Work to complete:
After finding the line with "thumb ip: (248, 384)" in the data below, set down exactly each line through the one with "ring dip: (224, 197)", inclusive, and stop there.
[Materials provided]
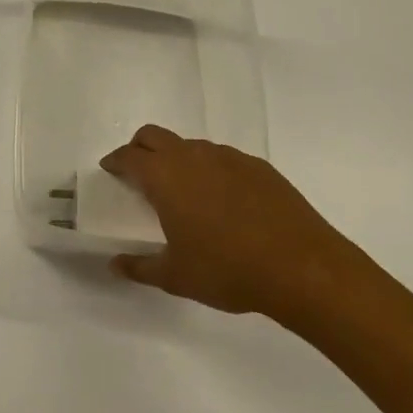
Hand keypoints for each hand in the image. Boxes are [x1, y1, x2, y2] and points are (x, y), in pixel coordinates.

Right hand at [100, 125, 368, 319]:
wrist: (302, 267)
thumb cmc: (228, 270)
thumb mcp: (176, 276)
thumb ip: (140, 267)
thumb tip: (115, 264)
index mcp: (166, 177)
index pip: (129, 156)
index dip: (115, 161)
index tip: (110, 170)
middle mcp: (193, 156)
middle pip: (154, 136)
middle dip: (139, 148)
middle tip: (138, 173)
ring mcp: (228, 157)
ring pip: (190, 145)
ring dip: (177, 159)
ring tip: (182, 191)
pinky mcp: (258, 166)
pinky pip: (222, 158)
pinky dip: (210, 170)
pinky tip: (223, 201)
[/Materials provided]
[Materials provided]
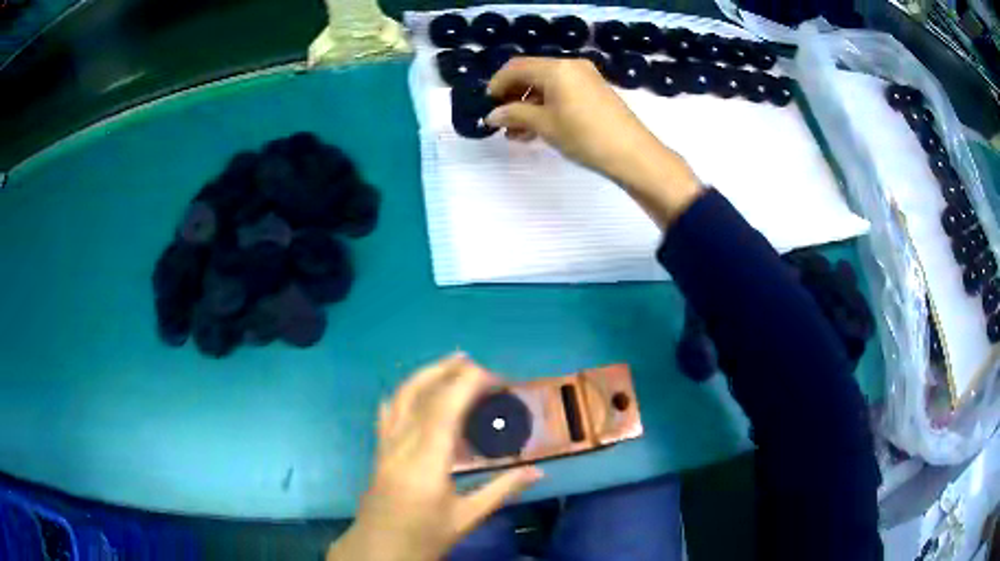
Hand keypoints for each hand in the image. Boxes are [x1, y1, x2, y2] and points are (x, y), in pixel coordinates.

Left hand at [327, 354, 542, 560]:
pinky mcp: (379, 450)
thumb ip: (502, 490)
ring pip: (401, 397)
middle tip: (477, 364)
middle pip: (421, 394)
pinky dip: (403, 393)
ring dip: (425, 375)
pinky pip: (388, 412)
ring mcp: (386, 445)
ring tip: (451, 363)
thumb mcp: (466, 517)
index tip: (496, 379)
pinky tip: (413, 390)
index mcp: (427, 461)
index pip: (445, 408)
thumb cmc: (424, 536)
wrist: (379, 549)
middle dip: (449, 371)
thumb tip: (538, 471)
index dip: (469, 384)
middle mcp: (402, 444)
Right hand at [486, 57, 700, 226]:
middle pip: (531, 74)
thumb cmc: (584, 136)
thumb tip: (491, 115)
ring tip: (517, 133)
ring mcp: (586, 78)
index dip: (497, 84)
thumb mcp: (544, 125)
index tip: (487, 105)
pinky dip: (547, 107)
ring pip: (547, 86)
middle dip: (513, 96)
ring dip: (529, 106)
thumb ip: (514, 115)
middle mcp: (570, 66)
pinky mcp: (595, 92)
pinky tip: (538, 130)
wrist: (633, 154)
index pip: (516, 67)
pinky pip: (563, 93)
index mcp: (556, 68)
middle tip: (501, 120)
[/Materials provided]
[Materials provided]
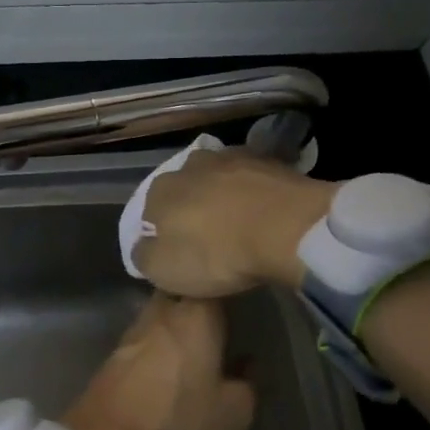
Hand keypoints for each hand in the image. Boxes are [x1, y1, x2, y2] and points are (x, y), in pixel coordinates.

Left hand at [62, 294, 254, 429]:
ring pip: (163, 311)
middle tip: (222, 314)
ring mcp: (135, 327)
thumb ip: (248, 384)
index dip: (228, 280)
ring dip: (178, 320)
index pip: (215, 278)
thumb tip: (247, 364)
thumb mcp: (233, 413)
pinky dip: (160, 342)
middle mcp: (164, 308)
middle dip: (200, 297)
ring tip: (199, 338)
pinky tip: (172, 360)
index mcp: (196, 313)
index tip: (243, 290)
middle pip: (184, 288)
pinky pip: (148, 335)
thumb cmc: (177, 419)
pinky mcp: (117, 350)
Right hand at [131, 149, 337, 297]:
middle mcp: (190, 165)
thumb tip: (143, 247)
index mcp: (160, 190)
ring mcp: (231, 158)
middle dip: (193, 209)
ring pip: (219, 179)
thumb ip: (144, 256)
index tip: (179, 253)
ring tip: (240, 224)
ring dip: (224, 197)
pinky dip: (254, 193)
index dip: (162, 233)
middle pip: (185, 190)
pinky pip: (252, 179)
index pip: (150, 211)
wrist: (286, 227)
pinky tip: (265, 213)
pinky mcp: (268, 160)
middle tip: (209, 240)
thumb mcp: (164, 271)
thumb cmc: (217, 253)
[/Materials provided]
Answer section:
thumb ip: (248, 384)
index dip: (228, 280)
ring dip: (178, 320)
index pip: (215, 278)
thumb tip: (247, 364)
thumb mcp: (233, 413)
pinky dip: (160, 342)
middle mcp: (164, 308)
middle dip: (200, 297)
ring tip: (199, 338)
pinky tip: (172, 360)
index mcp: (196, 313)
index tip: (243, 290)
middle pip: (184, 288)
pinky pip: (148, 335)
thumb cmc: (177, 419)
pinky mcp: (117, 350)
Right hand at [131, 149, 337, 297]:
middle mcp: (190, 165)
thumb tip: (143, 247)
index mcp: (160, 190)
ring mcp: (231, 158)
middle dip: (193, 209)
ring pip: (219, 179)
thumb ip: (144, 256)
index tip: (179, 253)
ring tip: (240, 224)
ring dip: (224, 197)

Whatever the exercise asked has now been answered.